You know the rude shock I got when I came down here. The corner grocer is my distant uncle. The hired girl is a kind of cousin. The butcher that goes out selling things in a cart, meat all raw and pig pork that he has killed himself, is the family's friend. It seemed just plain awful to me at first. I didn't know what any of it meant. But now I'm getting to. I talked with grandfather, who quite rightly understands my horrid scruples and teases me to pieces about them, and I talked with Peggy, whose father tells her a lot of things. (Those girls get their niceness from their father.)

He says this early settlers' blood is a wonderful thing. It was mostly the younger sons of aristocrat families that settled here, and a great many of them married their cooks or serving maids. (Perhaps that's why cooking is such a general talent.) They had to hew a living out of a very sterile soil, and to learn all the virtues of thrift and prudence from actual practise. They didn't have any houses or money or matches or anything. They just had to make them, and learn not to be aristocrats, instead of learning to be. They had to make New England. Well, my grandparents and my great-great-great-greats did an awful lot about this. There wouldn't be any Cape Cod, if it hadn't been for these Industries that they were engaged in, and it's the most romantic thing, the way even young children lived this seagoing, hardy life in the school of hard knocks. My grandfather was a cook at a very early age, and was lost at sea, only he jumped into a coastwise steamer instead of being drowned.

It's all wonderful, about grandmother's being courted at a Harvest Ball, and her grandmother running to get fire in a swing-pail, and funny little old songs they sing. Do you know what I feel as if I had done? I feel my roots pushing right down into the ground, and I love the ground, and it loves my roots.

Also, I love you, my own Jeanie, and more so all the time as I grow better. Some time I am going to show you all this Cape. Well, now I must take up my cross and my scare again. I almost forgot it when I was writing.

Your Elizabeth.

When she had finished and stamped this letter, Elizabeth took it in her hand and went slowly down the stairs. It was nearly time for the auto-bus from the morning train, the rumble of which could be heard distinctly on the street beyond that on which the old house stood. Elizabeth always waited for this before she went to the post office. She had heard the whistle of the train some time since.

Her grandmother stood at the door.

"The barge has turned in on our street, and it's stopping here," she said, "I guess we're going to have company. I'm dretful glad Father killed those roosters this morning. There's plenty cooked."

"Who do you suppose it is?" Elizabeth said.

"Some o' Father's folks. They're always turning up when least expected."

Elizabeth watched the high-set, curtained vehicle, a hybrid motor truck and picnic carryall that had been converted to its present use by the exigencies of "depot" traffic. A boy in overalls had descended from the driver's seat, and was lifting out a small motor trunk by its handle, and a big, pig-skin suitcase.

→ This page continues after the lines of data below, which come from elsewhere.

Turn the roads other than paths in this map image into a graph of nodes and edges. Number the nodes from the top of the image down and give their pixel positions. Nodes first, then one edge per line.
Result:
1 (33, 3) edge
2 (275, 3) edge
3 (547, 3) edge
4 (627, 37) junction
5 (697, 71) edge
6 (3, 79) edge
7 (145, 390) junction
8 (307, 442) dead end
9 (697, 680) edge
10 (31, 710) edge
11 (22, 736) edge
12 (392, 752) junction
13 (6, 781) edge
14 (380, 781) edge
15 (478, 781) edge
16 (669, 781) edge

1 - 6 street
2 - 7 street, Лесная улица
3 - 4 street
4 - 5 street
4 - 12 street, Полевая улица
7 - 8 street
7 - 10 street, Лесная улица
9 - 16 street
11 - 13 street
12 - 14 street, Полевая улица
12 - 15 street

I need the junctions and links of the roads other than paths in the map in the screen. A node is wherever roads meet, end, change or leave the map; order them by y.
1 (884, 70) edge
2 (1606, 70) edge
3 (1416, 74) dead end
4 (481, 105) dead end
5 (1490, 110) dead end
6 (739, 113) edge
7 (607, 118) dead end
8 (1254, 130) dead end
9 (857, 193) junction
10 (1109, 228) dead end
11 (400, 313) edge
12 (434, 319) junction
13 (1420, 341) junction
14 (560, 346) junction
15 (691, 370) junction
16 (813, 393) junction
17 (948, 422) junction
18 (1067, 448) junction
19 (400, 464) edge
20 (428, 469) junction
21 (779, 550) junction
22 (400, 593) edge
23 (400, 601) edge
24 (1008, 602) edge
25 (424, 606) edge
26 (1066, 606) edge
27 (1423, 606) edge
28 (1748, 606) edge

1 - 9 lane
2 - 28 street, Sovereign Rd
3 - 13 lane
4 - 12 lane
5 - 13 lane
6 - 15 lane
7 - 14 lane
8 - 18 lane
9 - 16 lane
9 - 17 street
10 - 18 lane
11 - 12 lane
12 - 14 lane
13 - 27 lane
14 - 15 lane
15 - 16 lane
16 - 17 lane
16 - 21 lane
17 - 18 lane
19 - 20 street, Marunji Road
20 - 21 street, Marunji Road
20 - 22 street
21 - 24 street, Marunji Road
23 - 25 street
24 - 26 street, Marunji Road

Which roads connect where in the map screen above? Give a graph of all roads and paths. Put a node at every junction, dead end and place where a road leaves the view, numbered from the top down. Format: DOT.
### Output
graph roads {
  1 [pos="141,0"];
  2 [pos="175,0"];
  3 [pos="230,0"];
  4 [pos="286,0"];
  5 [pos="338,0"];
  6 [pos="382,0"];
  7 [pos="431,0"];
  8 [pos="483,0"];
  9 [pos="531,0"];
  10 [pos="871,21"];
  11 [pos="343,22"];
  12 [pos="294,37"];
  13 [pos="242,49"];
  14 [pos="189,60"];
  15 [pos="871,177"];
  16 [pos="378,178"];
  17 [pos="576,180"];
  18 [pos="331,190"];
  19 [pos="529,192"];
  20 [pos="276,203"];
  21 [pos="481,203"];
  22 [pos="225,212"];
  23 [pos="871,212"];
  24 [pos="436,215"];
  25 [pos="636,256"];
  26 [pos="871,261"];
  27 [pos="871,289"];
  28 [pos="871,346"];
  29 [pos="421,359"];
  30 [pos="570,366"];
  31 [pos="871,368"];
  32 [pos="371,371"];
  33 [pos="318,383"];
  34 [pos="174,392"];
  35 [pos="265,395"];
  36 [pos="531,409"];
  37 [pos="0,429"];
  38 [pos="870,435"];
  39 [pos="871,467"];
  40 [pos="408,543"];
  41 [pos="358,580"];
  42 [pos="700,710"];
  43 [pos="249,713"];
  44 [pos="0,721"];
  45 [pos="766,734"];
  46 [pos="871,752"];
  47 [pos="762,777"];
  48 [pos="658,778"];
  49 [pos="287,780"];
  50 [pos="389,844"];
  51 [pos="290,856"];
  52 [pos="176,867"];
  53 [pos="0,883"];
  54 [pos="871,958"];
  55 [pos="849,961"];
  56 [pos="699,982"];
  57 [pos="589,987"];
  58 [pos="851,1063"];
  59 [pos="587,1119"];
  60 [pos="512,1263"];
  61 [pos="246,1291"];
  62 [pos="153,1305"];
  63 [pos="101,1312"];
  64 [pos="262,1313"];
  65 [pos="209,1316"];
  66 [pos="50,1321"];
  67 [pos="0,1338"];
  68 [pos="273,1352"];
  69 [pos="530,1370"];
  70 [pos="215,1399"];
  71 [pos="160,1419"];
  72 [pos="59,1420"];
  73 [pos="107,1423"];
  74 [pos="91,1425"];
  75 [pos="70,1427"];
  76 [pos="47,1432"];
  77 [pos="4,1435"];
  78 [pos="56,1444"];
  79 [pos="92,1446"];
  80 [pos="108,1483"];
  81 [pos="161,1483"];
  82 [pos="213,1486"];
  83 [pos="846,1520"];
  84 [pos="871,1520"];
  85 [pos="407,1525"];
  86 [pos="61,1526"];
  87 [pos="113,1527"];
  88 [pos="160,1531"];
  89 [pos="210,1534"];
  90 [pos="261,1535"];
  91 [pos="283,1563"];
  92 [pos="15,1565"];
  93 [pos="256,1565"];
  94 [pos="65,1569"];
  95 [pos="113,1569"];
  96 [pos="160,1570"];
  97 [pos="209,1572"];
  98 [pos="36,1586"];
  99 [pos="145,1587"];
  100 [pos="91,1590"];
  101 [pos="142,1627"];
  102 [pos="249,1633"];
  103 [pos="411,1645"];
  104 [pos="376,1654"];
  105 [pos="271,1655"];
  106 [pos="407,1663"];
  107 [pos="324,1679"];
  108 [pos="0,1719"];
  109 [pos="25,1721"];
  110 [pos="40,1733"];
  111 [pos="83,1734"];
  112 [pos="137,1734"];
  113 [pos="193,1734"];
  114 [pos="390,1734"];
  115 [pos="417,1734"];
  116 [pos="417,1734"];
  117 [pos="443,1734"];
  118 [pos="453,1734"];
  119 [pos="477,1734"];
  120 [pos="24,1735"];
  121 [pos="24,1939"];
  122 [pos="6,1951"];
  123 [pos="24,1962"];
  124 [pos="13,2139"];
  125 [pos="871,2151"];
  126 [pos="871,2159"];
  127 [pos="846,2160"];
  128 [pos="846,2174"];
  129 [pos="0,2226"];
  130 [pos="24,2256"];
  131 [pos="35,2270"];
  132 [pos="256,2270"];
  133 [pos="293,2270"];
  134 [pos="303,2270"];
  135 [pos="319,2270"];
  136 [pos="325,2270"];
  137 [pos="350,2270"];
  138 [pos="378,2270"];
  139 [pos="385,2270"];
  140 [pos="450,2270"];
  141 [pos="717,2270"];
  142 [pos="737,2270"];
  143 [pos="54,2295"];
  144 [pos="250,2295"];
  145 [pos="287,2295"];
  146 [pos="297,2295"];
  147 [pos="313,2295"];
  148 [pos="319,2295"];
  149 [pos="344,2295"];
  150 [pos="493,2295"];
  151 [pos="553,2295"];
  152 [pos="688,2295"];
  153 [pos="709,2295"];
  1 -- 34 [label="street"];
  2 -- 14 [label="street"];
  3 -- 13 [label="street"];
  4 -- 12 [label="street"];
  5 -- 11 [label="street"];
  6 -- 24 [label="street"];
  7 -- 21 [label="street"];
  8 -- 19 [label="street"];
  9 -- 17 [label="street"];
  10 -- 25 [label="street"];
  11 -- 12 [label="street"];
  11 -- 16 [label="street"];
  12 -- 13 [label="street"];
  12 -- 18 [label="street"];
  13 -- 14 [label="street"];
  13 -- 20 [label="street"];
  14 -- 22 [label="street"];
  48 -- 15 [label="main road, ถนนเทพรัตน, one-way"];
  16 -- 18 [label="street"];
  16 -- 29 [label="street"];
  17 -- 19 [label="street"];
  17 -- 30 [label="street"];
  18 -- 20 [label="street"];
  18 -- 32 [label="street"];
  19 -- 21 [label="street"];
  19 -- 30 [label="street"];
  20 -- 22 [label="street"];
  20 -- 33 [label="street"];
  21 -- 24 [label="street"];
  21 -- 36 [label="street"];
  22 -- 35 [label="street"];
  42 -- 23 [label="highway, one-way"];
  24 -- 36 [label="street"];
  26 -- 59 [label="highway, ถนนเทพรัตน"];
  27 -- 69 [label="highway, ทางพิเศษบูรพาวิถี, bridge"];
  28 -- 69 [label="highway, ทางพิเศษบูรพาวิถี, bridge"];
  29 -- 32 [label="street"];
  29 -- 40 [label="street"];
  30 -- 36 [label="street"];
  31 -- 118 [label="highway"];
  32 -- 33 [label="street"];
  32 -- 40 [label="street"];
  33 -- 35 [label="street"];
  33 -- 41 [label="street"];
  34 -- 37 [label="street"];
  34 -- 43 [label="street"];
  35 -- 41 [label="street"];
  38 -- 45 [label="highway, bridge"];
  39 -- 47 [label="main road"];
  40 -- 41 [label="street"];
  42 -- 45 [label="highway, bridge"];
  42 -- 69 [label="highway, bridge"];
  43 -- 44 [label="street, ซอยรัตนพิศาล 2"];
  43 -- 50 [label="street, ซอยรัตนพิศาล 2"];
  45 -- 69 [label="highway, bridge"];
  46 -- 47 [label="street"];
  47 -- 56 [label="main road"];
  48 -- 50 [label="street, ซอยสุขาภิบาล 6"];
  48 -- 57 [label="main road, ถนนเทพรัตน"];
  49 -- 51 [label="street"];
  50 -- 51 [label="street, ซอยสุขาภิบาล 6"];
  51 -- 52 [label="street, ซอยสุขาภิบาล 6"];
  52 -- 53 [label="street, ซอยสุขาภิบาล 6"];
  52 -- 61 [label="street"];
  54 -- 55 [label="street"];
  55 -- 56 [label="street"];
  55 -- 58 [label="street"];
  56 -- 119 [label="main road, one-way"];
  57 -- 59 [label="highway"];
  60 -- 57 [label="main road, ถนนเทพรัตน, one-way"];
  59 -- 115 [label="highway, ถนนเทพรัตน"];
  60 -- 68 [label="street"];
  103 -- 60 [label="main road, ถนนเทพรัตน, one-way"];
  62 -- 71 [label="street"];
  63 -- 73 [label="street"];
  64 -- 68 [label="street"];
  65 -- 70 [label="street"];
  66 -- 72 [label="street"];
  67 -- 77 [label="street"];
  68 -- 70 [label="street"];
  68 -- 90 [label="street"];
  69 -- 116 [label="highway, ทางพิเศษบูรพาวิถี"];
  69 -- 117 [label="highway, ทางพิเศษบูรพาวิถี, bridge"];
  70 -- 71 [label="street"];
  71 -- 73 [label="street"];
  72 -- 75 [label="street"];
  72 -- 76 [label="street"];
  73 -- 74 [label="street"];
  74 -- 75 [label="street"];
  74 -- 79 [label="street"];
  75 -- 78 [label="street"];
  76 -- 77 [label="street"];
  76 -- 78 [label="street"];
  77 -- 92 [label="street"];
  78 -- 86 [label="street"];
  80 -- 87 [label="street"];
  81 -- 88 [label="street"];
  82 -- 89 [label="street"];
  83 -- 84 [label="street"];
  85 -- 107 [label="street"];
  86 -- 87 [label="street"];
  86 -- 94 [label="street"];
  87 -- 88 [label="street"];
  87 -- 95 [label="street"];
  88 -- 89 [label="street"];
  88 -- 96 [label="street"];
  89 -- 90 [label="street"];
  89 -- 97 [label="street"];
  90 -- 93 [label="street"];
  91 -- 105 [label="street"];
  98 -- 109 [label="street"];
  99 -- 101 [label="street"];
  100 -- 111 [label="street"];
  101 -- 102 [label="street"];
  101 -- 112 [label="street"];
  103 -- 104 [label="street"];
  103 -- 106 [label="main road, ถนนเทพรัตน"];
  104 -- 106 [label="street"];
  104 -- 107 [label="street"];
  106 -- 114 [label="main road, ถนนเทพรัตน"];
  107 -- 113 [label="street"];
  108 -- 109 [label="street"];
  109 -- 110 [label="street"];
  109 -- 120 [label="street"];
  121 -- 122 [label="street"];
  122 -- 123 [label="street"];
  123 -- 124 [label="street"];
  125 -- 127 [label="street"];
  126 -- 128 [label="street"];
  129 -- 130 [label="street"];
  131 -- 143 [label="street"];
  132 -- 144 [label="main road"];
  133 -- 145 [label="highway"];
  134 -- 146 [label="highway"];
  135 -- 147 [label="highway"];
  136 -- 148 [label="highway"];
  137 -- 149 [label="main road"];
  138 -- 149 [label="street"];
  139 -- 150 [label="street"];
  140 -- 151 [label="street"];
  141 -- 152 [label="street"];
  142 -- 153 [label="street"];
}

"Why, that's like Mother's trunk," Elizabeth said, "and that suitcase is like her suitcase."

A tall, blonde woman in a blue tailored suit and a blue veil jumped lightly out of the unwieldy conveyance, her hand touching that of the boy in overalls.

"Shall I lift these here baggages into the house for you?" he said.

"Yes, thank you. Thirty-five cents, isn't it? Oh, don't bother to make change. That's all right."

"For the Land o' Liberty!" Grandmother exclaimed. "For the land sakes!"

"Why, it is Mother!" cried Elizabeth.